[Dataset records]
# # # # # # #

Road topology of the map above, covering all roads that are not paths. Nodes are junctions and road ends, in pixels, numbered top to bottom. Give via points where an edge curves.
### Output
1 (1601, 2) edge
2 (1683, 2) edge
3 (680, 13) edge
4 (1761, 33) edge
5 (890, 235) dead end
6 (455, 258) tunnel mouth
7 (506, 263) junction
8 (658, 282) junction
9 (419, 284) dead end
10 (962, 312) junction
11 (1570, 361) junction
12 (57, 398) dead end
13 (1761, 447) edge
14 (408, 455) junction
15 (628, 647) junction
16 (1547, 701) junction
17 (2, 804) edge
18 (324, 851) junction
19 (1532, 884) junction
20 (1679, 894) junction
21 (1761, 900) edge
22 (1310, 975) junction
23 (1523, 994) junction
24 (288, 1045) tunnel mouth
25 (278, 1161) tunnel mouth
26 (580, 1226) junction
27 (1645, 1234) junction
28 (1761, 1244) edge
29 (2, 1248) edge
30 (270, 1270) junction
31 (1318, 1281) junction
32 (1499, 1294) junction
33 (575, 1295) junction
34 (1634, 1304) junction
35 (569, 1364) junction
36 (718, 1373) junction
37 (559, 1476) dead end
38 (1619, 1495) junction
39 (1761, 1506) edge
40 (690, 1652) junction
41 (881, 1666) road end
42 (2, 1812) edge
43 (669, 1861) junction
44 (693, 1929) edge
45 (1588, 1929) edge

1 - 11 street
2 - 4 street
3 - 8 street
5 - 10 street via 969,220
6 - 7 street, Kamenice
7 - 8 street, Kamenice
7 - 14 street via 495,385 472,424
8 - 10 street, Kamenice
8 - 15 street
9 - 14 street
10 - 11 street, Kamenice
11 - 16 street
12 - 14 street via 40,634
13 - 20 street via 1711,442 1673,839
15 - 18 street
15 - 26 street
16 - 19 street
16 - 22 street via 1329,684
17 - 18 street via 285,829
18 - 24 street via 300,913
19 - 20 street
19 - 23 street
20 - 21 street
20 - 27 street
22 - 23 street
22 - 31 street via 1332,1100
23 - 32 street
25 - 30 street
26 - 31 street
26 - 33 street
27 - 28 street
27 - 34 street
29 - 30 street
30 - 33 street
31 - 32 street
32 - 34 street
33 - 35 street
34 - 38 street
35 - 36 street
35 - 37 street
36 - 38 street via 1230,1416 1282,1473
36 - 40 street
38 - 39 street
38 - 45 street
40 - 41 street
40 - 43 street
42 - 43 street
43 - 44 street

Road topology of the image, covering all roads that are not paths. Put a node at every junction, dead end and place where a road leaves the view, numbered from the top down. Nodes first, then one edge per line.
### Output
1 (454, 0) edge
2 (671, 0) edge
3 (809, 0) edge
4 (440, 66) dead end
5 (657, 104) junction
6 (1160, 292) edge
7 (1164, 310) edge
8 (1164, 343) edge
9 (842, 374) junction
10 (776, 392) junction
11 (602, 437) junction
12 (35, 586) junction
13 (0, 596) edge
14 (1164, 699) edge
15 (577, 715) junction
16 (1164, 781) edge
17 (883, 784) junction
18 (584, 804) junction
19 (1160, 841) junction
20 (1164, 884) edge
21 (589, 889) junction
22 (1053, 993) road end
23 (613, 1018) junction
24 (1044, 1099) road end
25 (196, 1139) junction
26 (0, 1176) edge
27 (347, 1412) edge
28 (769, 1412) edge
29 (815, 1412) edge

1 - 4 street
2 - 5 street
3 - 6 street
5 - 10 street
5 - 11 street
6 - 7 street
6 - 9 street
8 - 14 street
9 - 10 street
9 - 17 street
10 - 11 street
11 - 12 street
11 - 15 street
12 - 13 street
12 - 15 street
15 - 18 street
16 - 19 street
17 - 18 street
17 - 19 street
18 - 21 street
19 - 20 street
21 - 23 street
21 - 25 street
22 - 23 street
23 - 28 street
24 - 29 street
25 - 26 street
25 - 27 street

# # # # # # #

Exactly reproduce the lines from the one containing "Road topology of the image, covering" through the end of the records, and only those lines.

Output for this task:
Road topology of the image, covering all roads that are not paths. Put a node at every junction, dead end and place where a road leaves the view, numbered from the top down. Nodes first, then one edge per line.
### Output
1 (454, 0) edge
2 (671, 0) edge
3 (809, 0) edge
4 (440, 66) dead end
5 (657, 104) junction
6 (1160, 292) edge
7 (1164, 310) edge
8 (1164, 343) edge
9 (842, 374) junction
10 (776, 392) junction
11 (602, 437) junction
12 (35, 586) junction
13 (0, 596) edge
14 (1164, 699) edge
15 (577, 715) junction
16 (1164, 781) edge
17 (883, 784) junction
18 (584, 804) junction
19 (1160, 841) junction
20 (1164, 884) edge
21 (589, 889) junction
22 (1053, 993) road end
23 (613, 1018) junction
24 (1044, 1099) road end
25 (196, 1139) junction
26 (0, 1176) edge
27 (347, 1412) edge
28 (769, 1412) edge
29 (815, 1412) edge

1 - 4 street
2 - 5 street
3 - 6 street
5 - 10 street
5 - 11 street
6 - 7 street
6 - 9 street
8 - 14 street
9 - 10 street
9 - 17 street
10 - 11 street
11 - 12 street
11 - 15 street
12 - 13 street
12 - 15 street
15 - 18 street
16 - 19 street
17 - 18 street
17 - 19 street
18 - 21 street
19 - 20 street
21 - 23 street
21 - 25 street
22 - 23 street
23 - 28 street
24 - 29 street
25 - 26 street
25 - 27 street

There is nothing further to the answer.